_PROVIDED ENTRIES_
□ □ □ □
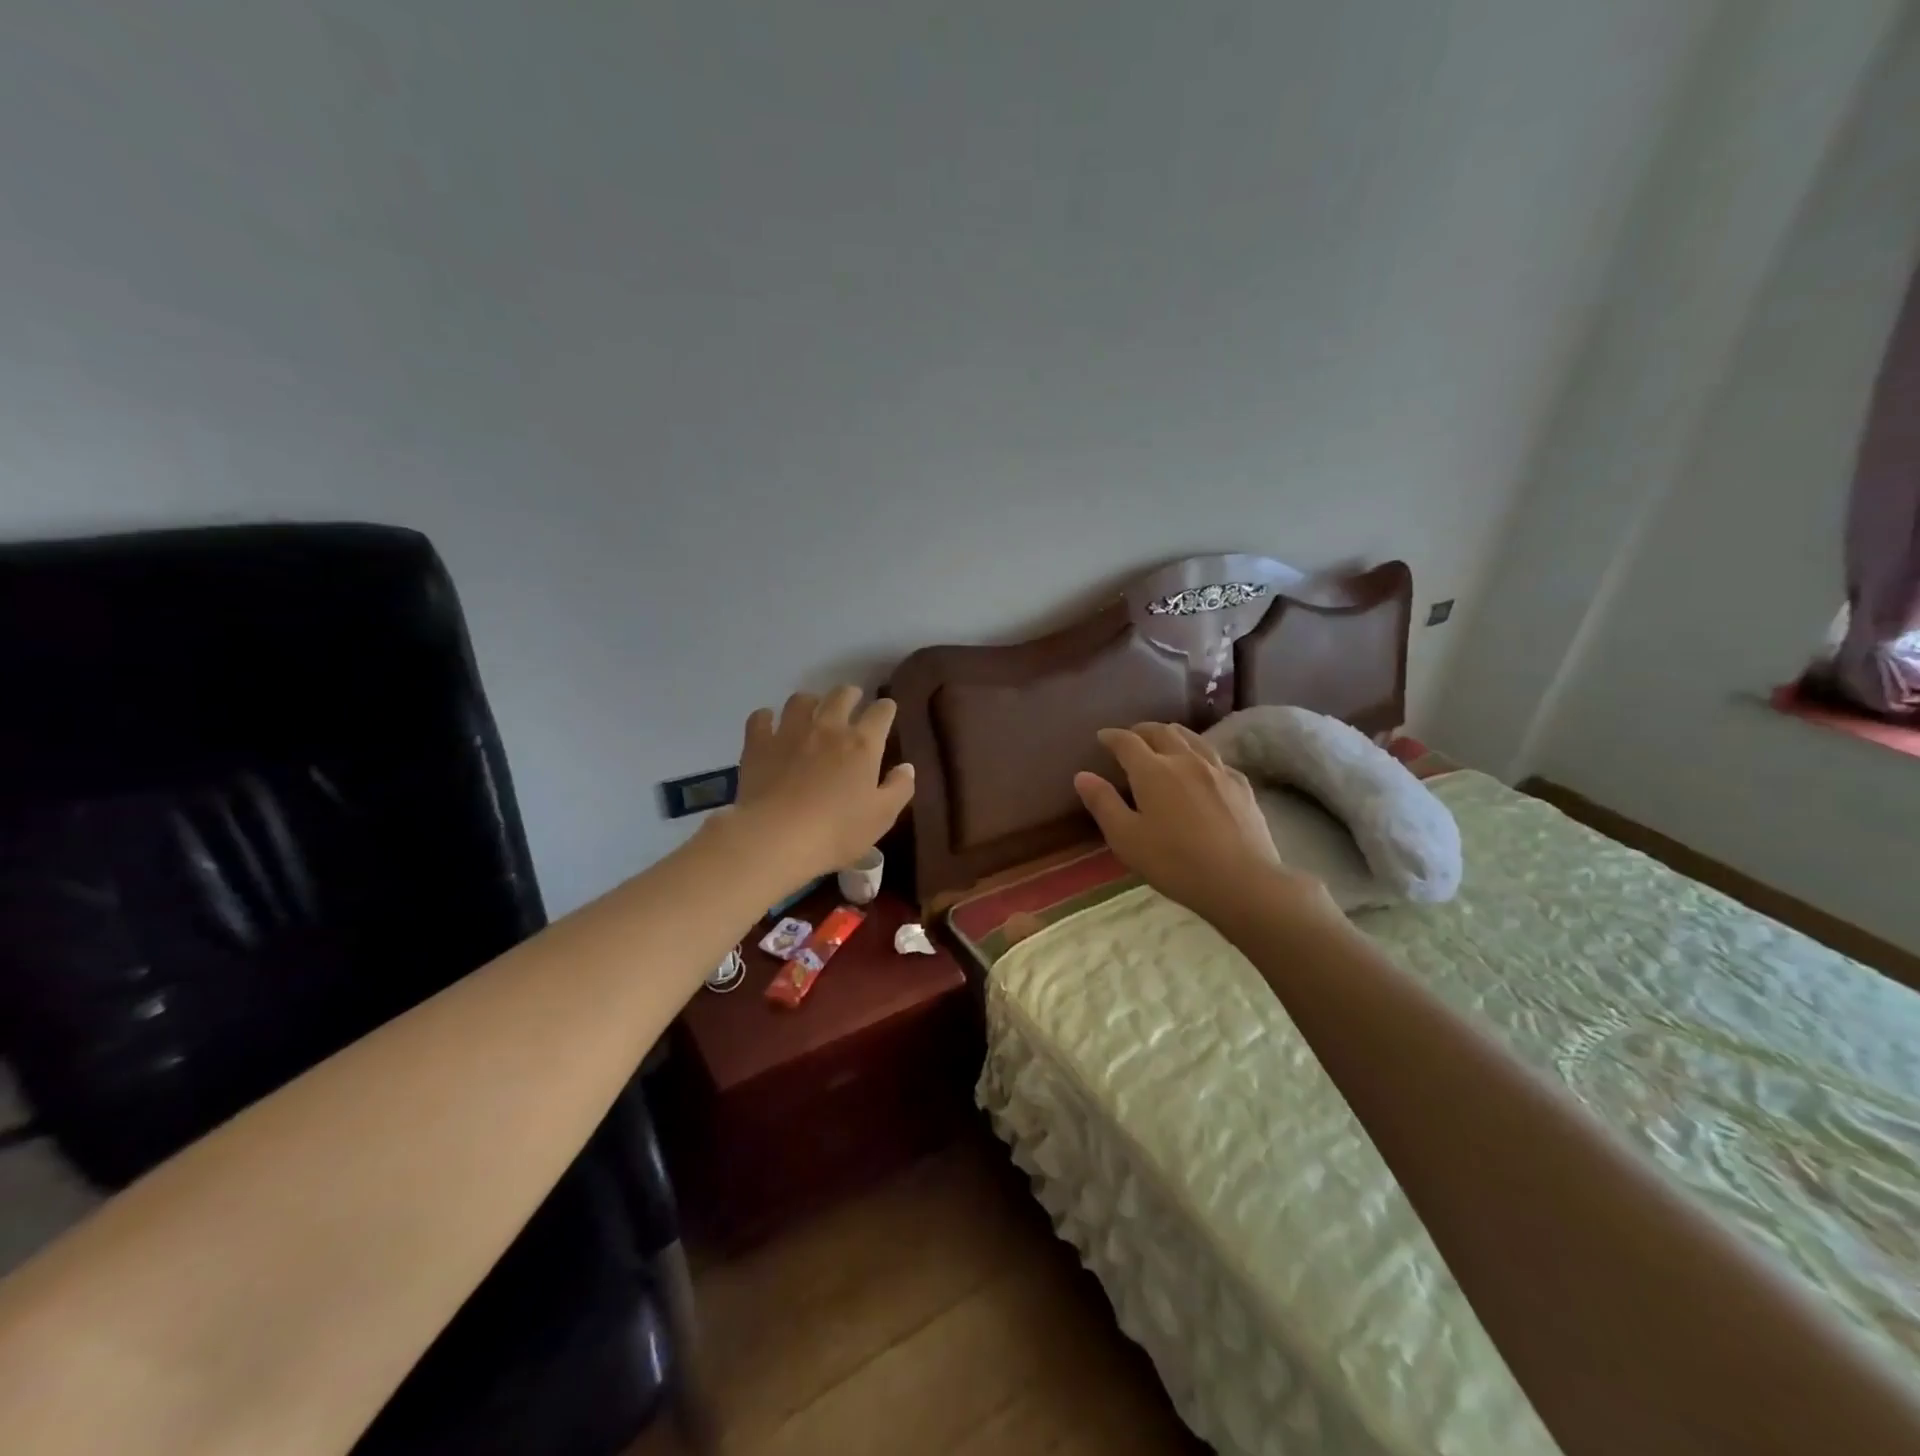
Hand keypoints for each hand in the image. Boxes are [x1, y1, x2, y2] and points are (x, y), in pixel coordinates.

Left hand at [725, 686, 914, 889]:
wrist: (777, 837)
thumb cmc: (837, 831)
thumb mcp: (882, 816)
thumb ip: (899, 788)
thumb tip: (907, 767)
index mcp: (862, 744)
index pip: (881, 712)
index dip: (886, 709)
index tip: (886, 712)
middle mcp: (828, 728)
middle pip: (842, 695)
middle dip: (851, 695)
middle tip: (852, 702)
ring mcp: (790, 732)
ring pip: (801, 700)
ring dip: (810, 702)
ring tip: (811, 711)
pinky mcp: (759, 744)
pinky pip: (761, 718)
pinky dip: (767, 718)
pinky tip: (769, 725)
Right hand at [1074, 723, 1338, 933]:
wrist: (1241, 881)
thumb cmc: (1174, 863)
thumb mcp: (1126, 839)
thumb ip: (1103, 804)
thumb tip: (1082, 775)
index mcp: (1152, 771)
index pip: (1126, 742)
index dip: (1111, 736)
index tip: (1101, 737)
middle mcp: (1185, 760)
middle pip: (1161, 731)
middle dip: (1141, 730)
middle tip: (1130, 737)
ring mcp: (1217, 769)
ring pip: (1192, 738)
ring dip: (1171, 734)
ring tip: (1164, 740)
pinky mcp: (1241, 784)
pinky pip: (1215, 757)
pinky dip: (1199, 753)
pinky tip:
□ □ □ □
Return every line above that contains the word "hand".

Hand keypoints for each hand in the image. Boxes are [x1, y1, x2, y2] and points are (x, y), in pixel coordinates.
Left hand at [725, 686, 914, 889]:
Right hand at [1074, 723, 1338, 933]:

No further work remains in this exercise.